CLAIMS What is claimed is:
1. An apparatus for automatic emergency hydrocortisone injection, comprising: a pressing member configured to compress a vial to activate a solution in the vial; a mixing member configured to shake the vial to mix the solution; and an injection member configured to draw the solution from the vial, and to inject the solution into an injection site of a person.
2. The apparatus of claim 1, further comprising: a first syringe assembly including the pressing member, wherein the first syringe assembly is mechanically and fluidly coupled with the vial; a piezoelectric device to vibrate the vial to mix the solution; and a second syringe assembly including the injection member, wherein the second syringe assembly is fluidly coupled with the first syringe assembly.

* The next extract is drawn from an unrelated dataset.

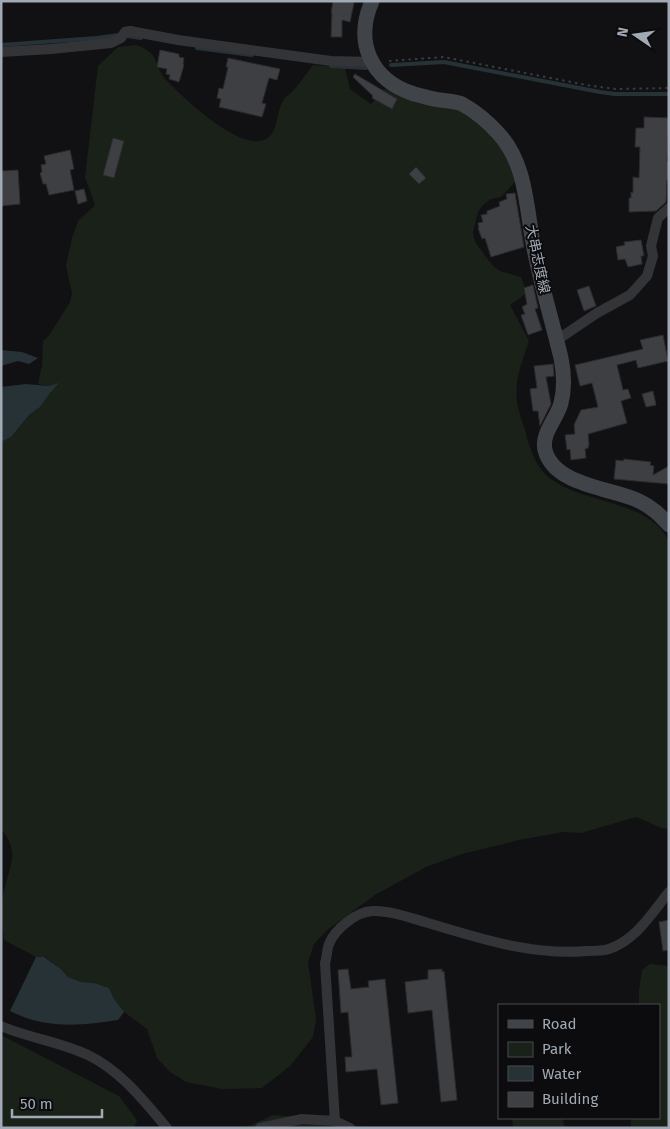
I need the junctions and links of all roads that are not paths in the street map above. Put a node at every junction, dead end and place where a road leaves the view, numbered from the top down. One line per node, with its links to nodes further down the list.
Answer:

3. The apparatus of claim 2, further comprising: a motor controller configured, in response to activation of a control member to initiate an automatic injection process, to: direct a first actuator to drive the first syringe assembly to crush the vial; direct the piezoelectric device to vibrate the vial to mix the solution; direct a second actuator to draw the solution from the vial into the first syringe assembly; direct a pump to draw the solution from the first syringe assembly into the second syringe assembly; and direct a third actuator to drive the second syringe assembly, including a spring- loaded needle, into the injection site of the person.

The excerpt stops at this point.